While Strong inherited a huge mess — one in which a central deficiency was a lack of skilled offensive players (which he must recruit in the next cycle) — the one thing coaches are expected to do in rebuilding situations is to create improvement as they go along. The fit between scheme and personnel will never be an easy one if the personnel side of the equation is lacking, but a coaching staff on one side of the ball should begin to make advancements in terms of the end result — not to the point of being spectacular, but in terms of demonstrating a basic level of competence.

Can we reasonably submit that Texas — against an injured TCU defense or Iowa State’s regular defense — should be able to score at least 14 to 17 points even when things aren’t going right? The continued propensity of this offense to completely cease to function, late into year two, shines a spotlight on the lack of talent in Austin. However, this no-show at Iowa State on Saturday is helpful in that it serves to underscore one important notion: Jay Norvell is not the answer at offensive coordinator. Not even close.
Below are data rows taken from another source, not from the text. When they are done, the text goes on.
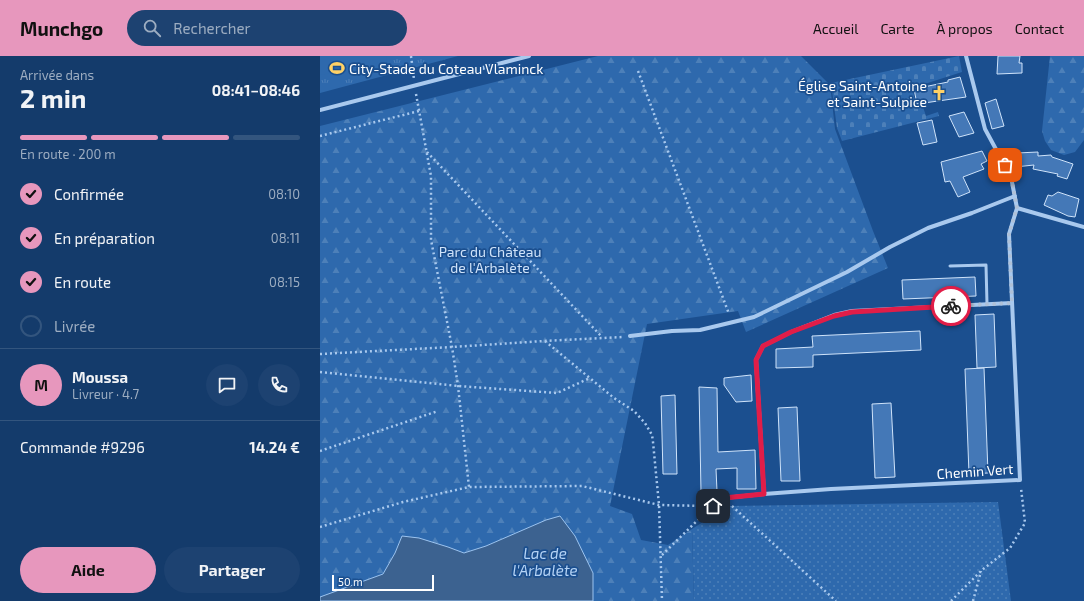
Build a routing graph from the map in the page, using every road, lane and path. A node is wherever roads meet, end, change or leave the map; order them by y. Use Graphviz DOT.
graph roads {
  1 [pos="411,56"];
  2 [pos="529,56"];
  3 [pos="966,56"];
  4 [pos="638,71"];
  5 [pos="415,86"];
  6 [pos="320,110"];
  7 [pos="420,111"];
  8 [pos="320,136"];
  9 [pos="426,151"];
  10 [pos="1015,196"];
  11 [pos="1017,208"];
  12 [pos="1084,227"];
  13 [pos="950,266"];
  14 [pos="1012,303"];
  15 [pos="986,304"];
  16 [pos="732,322"];
  17 [pos="630,336"];
  18 [pos="603,338"];
  19 [pos="544,341"];
  20 [pos="452,347"];
  21 [pos="320,354"];
  22 [pos="320,372"];
  23 [pos="590,378"];
  24 [pos="458,386"];
  25 [pos="438,411"];
  26 [pos="320,451"];
  27 [pos="1020,480"];
  28 [pos="469,487"];
  29 [pos="764,494"];
  30 [pos="724,498"];
  31 [pos="659,505"];
  32 [pos="713,506"];
  33 [pos="320,527"];
  34 [pos="661,556"];
  35 [pos="982,570"];
  36 [pos="662,601"];
  37 [pos="836,601"];
  38 [pos="951,601"];
  39 [pos="973,601"];
  1 -- 5 [label="path"];
  2 -- 5 [label="street"];
  3 -- 10 [label="street"];
  4 -- 16 [label="path"];
  5 -- 6 [label="street"];
  5 -- 7 [label="path"];
  7 -- 8 [label="path"];
  7 -- 9 [label="path"];
  9 -- 18 [label="path"];
  9 -- 20 [label="path"];
  10 -- 11 [label="street"];
  10 -- 16 [label="street"];
  11 -- 12 [label="street"];
  11 -- 14 [label="street, Chemin Vert"];
  13 -- 15 [label="lane"];
  14 -- 15 [label="street"];
  14 -- 27 [label="street, Chemin Vert"];
  15 -- 29 [label="street"];
  16 -- 17 [label="street"];
  17 -- 18 [label="path"];
  18 -- 19 [label="path"];
  19 -- 20 [label="path"];
  19 -- 23 [label="path"];
  20 -- 21 [label="path"];
  20 -- 24 [label="path"];
  22 -- 24 [label="path"];
  23 -- 24 [label="path"];
  23 -- 31 [label="path"];
  24 -- 28 [label="path"];
  25 -- 26 [label="path"];
  27 -- 29 [label="street, Chemin Vert"];
  27 -- 35 [label="path"];
  28 -- 31 [label="path"];
  28 -- 33 [label="path"];
  29 -- 30 [label="street, Chemin Vert"];
  30 -- 32 [label="street"];
  30 -- 37 [label="path"];
  31 -- 32 [label="path"];
  31 -- 34 [label="path"];
  32 -- 34 [label="path"];
  34 -- 36 [label="path"];
  35 -- 38 [label="path"];
  35 -- 39 [label="path"];
}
It makes you stop and wonder: How could Texas — TEXAS, in capital letters — not insist on a high-end offensive coordinator? Anyone who has a moderate degree of familiarity with the college football play-calling landscape can identify the better play callers in the business. For the Longhorns to not ensure that Strong — a defense-first coach — had the right staff on his “unfamiliar” side of the ball is, in a word, shocking.
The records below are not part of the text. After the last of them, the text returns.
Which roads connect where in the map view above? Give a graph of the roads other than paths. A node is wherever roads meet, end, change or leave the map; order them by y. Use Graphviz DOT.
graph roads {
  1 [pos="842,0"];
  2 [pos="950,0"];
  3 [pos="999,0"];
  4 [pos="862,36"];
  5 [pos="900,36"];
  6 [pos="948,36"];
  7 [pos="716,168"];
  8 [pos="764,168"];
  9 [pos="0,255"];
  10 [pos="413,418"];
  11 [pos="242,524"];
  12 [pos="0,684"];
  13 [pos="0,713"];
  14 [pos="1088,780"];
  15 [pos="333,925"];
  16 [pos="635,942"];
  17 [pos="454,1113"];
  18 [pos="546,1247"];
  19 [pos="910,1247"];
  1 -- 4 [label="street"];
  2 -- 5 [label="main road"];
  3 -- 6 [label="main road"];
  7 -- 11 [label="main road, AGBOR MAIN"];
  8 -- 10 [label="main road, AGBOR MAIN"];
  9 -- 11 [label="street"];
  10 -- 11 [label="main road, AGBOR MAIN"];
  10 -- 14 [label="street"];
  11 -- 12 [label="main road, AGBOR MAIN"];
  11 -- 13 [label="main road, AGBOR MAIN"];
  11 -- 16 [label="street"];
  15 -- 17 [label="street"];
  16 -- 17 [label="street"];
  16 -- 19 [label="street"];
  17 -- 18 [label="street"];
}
Texas is a program which can write a blank-check amount for its coordinators. Vance Bedford is clearly a top-tier coordinator, but that’s the side of the ball Charlie Strong knows inside and out. His weaker side was simply not vetted enough, and now Texas is paying the price with continued drift and aimlessness. A staff overhaul is surely coming, but this could have — and should have — been done when Strong was first hired. That Texas has all the money in the world puts this reality more at the feet of Steve Patterson than Strong or anyone else. Patterson’s gone, though, so it’s not as though he can apply this lesson and resolve the problem in Austin. Interim AD Mike Perrin and the people surrounding him have to conduct a sit-down with Strong and go big with an offensive coordinator in December.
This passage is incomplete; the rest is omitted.